- What you are asked to do
In the data below, find every line that has the string "nodes", and copy it.

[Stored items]

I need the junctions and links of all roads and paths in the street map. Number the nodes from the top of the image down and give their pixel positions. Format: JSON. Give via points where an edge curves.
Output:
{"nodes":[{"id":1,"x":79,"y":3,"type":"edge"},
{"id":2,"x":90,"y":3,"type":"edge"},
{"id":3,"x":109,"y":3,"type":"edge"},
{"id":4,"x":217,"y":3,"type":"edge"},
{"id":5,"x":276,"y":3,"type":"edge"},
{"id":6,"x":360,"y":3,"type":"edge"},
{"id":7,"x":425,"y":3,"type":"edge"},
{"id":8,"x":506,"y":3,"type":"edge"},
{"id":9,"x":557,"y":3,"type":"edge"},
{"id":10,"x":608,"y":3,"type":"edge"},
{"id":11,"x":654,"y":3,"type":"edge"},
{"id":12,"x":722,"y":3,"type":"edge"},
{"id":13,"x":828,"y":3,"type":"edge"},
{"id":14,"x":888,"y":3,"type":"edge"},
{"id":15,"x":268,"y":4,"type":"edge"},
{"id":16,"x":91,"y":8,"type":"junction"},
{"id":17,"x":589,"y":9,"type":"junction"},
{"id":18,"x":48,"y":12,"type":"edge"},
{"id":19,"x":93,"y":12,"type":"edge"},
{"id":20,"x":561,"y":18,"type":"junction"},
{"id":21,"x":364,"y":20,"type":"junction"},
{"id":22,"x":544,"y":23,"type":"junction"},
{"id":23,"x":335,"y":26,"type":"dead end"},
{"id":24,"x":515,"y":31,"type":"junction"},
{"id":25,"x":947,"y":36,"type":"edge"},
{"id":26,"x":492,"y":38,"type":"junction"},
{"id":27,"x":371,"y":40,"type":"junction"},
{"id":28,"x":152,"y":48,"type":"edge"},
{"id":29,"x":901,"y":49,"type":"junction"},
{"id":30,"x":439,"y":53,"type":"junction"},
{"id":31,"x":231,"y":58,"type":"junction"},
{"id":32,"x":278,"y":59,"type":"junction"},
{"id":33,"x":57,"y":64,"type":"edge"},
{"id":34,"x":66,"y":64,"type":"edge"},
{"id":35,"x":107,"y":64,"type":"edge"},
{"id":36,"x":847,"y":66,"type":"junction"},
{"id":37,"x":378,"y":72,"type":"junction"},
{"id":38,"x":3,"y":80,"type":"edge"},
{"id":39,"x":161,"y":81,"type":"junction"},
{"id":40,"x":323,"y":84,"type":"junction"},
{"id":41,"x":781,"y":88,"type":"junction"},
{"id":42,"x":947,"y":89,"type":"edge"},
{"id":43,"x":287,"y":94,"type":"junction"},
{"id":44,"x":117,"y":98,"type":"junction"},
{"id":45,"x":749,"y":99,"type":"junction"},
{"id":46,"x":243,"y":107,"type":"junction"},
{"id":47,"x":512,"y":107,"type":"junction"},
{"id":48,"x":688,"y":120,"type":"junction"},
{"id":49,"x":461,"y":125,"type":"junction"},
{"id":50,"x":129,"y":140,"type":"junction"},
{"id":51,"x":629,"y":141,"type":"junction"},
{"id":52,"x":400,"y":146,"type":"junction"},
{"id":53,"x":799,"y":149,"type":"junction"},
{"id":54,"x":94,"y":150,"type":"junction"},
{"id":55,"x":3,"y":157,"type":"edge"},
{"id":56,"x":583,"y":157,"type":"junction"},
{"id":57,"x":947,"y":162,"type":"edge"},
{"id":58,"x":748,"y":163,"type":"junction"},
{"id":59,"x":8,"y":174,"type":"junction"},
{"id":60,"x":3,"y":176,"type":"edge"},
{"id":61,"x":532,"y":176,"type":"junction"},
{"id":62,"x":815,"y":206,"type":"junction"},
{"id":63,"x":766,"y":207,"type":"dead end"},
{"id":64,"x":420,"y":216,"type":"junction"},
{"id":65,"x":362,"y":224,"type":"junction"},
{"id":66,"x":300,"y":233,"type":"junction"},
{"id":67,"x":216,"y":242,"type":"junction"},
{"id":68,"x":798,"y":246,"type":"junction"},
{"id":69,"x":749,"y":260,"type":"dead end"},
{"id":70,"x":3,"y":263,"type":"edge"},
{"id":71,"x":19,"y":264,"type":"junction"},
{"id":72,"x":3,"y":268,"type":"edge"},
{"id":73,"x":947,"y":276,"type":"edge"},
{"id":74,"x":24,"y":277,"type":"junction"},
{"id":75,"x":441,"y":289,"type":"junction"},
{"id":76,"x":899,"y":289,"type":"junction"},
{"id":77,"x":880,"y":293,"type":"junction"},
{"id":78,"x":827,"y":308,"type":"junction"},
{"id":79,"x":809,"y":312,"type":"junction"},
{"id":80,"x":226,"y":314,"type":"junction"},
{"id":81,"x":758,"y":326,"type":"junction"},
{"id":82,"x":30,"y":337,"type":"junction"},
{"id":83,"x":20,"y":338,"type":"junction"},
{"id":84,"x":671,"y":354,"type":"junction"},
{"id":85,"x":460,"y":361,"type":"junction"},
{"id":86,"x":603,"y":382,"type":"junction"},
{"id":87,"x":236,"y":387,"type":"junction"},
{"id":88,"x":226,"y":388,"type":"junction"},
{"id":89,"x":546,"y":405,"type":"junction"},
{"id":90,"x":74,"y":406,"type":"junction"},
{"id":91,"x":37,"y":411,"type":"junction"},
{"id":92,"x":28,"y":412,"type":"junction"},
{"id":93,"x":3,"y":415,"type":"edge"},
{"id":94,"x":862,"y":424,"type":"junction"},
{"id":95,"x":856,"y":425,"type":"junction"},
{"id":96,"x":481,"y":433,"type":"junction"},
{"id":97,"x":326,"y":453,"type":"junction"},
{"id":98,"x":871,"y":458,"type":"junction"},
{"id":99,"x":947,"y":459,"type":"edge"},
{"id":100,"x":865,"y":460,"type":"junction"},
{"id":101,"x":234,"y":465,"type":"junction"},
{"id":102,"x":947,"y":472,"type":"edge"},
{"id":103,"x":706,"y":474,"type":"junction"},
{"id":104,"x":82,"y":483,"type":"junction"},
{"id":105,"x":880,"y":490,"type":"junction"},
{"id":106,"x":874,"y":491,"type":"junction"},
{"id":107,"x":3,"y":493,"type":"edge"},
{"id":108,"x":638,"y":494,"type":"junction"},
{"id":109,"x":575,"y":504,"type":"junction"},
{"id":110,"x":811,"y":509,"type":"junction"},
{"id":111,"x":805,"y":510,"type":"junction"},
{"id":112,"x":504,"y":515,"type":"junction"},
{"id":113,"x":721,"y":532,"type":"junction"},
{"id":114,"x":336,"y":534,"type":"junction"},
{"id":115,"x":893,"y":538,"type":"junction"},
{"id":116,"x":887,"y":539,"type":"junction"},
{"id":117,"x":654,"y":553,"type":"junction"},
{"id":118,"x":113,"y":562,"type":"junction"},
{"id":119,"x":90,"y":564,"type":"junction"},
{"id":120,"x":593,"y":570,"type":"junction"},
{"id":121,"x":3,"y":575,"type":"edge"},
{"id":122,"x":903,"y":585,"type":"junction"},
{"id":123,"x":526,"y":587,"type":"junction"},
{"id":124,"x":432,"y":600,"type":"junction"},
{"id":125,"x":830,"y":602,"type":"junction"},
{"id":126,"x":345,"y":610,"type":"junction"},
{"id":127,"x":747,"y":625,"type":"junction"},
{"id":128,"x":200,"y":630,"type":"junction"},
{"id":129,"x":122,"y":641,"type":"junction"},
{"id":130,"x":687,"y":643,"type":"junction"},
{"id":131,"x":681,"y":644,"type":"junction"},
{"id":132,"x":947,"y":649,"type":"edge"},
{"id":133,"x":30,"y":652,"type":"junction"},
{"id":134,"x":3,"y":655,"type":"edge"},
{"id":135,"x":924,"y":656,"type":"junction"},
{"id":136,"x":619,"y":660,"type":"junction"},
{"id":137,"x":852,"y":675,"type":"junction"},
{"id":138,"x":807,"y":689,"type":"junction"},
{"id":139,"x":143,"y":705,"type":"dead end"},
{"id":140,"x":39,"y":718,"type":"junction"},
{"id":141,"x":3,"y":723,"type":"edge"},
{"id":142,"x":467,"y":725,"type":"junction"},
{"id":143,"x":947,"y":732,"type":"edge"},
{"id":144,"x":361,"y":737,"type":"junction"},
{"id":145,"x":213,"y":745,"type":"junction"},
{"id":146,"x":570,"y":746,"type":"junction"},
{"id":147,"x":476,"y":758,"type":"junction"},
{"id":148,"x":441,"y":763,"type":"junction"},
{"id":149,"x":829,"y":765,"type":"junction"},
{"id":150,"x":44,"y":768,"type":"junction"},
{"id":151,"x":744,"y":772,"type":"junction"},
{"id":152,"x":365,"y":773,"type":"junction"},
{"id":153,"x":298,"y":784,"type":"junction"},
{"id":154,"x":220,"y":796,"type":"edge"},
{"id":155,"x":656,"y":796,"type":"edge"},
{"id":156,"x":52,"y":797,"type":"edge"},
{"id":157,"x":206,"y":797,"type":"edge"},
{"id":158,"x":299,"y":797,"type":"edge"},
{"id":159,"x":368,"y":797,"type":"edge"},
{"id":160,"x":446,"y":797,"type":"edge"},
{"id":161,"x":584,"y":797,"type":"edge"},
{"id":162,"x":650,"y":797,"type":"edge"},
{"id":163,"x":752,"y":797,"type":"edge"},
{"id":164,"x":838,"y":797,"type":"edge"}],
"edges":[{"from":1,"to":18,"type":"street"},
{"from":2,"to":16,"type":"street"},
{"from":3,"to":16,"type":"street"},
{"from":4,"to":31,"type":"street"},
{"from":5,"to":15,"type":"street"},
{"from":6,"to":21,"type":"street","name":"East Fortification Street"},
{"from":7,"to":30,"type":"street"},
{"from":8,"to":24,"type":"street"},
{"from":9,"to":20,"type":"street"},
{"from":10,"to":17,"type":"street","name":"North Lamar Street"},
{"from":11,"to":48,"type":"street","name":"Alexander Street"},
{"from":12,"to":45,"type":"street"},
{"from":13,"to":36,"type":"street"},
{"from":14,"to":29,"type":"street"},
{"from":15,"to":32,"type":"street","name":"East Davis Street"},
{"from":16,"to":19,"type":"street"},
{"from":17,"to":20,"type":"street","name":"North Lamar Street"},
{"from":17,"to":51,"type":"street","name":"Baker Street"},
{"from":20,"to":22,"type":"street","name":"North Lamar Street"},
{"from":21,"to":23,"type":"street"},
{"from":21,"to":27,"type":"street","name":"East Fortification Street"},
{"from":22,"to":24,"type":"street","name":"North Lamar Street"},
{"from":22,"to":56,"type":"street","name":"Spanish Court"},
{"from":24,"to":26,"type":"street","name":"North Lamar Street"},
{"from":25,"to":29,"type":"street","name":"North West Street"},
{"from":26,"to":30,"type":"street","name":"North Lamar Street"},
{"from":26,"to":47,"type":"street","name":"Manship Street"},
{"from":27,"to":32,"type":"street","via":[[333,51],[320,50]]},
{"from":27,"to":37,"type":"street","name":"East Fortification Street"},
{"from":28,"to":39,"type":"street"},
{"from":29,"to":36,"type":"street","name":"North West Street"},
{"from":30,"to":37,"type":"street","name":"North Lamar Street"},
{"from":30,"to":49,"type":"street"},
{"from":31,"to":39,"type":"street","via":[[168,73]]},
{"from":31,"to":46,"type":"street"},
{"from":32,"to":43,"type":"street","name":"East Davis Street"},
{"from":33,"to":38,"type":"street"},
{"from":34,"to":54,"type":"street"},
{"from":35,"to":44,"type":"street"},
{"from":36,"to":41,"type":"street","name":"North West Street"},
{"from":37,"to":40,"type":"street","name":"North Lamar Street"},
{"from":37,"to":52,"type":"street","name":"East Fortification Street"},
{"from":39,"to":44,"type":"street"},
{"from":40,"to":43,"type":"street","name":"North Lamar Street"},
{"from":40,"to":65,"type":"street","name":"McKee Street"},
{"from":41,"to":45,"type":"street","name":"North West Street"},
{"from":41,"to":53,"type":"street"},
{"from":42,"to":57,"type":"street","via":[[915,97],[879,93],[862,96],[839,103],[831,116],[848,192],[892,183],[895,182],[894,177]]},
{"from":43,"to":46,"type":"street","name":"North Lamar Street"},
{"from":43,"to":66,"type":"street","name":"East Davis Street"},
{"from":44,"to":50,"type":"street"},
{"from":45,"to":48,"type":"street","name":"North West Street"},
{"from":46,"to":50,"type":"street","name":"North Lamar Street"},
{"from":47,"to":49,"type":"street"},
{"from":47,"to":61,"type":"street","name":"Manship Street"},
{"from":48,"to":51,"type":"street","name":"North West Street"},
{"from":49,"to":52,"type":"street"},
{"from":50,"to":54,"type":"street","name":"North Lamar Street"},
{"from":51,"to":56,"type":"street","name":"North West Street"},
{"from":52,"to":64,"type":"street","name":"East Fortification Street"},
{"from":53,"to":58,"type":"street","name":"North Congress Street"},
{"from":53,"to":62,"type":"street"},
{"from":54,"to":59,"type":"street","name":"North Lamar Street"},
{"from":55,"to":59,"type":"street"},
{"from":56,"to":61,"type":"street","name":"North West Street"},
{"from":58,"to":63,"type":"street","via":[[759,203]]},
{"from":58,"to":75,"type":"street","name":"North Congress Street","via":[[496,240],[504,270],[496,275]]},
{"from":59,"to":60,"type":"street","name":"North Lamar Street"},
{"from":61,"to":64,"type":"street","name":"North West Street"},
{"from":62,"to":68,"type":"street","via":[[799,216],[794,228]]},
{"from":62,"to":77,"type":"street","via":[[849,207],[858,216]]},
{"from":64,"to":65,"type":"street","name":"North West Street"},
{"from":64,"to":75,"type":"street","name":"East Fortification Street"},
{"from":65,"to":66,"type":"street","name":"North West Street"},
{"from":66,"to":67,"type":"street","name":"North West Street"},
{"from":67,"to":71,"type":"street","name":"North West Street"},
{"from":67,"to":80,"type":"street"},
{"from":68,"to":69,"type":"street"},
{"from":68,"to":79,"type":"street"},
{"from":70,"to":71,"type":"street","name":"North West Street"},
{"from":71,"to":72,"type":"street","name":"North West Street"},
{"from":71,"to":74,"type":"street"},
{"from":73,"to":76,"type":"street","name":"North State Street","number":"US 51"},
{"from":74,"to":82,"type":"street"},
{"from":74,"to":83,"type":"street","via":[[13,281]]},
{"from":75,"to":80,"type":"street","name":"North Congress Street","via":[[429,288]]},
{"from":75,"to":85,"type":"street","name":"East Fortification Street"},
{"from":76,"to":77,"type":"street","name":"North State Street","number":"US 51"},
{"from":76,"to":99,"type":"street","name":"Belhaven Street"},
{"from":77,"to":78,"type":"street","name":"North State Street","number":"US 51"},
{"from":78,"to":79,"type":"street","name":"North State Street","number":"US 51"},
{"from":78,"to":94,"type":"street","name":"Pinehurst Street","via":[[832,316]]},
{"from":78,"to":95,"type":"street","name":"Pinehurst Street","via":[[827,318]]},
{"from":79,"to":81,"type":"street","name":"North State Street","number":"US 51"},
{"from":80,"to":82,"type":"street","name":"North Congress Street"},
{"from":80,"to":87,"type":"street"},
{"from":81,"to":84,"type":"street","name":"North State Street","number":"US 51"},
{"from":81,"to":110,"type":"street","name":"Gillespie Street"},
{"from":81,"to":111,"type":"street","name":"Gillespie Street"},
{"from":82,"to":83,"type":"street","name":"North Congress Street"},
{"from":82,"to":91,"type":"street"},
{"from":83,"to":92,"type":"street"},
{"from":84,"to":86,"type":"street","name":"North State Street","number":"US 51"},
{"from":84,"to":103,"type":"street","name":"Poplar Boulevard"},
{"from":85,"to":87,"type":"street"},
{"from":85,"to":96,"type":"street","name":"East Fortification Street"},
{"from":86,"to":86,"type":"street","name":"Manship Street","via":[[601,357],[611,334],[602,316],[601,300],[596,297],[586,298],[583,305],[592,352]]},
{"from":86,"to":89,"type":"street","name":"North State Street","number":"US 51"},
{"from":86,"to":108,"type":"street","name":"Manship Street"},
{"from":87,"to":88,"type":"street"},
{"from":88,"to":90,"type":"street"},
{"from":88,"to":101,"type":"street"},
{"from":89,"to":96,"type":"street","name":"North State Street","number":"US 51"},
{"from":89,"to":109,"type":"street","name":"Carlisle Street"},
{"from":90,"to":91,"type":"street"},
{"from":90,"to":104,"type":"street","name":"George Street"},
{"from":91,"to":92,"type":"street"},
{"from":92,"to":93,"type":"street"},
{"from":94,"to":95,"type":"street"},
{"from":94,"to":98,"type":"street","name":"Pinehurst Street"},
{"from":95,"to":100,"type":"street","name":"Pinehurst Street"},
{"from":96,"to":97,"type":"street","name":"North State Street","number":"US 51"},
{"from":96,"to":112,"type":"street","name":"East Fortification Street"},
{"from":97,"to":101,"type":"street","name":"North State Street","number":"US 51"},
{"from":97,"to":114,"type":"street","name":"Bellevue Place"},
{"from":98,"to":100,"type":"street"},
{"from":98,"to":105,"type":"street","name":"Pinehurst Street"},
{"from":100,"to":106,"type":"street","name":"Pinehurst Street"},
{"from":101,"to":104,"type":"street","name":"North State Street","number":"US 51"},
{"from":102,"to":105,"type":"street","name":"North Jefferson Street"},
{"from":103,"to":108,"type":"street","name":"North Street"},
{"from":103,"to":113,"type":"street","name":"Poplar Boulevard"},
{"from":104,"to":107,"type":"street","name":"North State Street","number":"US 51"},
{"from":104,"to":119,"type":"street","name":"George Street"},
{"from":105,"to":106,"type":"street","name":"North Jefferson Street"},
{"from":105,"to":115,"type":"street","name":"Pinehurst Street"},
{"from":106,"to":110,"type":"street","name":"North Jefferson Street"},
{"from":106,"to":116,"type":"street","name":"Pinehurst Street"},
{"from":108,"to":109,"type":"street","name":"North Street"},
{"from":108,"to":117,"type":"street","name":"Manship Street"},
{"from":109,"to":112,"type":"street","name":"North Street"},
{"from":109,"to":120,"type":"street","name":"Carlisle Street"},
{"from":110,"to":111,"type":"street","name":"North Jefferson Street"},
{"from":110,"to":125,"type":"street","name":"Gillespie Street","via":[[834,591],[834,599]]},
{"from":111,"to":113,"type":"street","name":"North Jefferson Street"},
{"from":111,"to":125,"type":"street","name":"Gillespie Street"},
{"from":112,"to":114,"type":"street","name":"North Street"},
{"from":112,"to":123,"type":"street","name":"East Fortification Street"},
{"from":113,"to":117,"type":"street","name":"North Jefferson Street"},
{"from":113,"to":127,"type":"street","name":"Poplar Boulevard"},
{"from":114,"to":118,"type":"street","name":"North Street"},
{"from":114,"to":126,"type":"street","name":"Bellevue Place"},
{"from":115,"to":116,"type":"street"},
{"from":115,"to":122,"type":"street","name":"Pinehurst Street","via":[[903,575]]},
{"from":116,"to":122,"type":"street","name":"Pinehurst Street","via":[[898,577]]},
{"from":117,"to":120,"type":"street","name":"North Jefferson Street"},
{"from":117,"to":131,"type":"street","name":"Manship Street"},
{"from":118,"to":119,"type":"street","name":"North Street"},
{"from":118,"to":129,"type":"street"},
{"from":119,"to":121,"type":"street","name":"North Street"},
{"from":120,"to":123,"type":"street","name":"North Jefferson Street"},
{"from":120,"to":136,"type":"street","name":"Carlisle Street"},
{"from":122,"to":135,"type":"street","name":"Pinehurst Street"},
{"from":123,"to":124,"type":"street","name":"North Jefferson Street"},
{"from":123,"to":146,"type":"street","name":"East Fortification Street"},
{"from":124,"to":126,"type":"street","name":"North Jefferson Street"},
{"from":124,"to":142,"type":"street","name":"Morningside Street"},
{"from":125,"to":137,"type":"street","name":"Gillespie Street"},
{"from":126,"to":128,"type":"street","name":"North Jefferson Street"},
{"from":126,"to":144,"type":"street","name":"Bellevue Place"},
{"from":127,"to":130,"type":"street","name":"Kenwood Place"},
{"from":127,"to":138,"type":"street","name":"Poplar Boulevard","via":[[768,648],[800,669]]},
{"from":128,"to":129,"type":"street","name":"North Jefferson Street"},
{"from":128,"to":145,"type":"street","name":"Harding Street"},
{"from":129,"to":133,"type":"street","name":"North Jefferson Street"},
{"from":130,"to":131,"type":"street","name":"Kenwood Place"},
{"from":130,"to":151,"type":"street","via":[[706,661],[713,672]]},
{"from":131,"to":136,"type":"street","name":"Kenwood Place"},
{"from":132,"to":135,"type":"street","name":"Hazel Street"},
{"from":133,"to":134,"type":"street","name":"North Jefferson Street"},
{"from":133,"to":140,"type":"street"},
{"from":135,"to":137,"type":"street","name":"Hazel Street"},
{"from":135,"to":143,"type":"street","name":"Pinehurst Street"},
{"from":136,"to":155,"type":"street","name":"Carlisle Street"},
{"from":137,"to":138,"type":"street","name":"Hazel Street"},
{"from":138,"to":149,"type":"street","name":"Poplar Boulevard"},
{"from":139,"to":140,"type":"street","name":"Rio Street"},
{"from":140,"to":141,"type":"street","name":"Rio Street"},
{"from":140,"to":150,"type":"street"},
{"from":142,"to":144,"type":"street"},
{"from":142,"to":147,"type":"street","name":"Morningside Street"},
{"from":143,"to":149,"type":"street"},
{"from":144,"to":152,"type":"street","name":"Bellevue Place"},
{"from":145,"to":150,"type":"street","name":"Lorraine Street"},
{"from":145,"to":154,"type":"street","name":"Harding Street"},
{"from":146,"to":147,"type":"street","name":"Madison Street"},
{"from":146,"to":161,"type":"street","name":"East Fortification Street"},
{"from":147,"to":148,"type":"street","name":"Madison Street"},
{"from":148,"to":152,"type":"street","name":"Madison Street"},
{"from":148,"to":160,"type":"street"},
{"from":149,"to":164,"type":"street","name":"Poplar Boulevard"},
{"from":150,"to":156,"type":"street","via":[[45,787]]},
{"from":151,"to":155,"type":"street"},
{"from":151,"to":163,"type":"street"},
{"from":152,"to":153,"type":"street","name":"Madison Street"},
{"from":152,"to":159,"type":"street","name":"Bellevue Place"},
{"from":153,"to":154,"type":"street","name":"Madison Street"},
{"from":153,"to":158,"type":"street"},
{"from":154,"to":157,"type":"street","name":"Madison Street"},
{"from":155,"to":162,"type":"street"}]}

- Solution to the problem
I need the junctions and links of all roads and paths in the street map. Number the nodes from the top of the image down and give their pixel positions. Format: JSON. Give via points where an edge curves.
{"nodes":[{"id":1,"x":79,"y":3,"type":"edge"},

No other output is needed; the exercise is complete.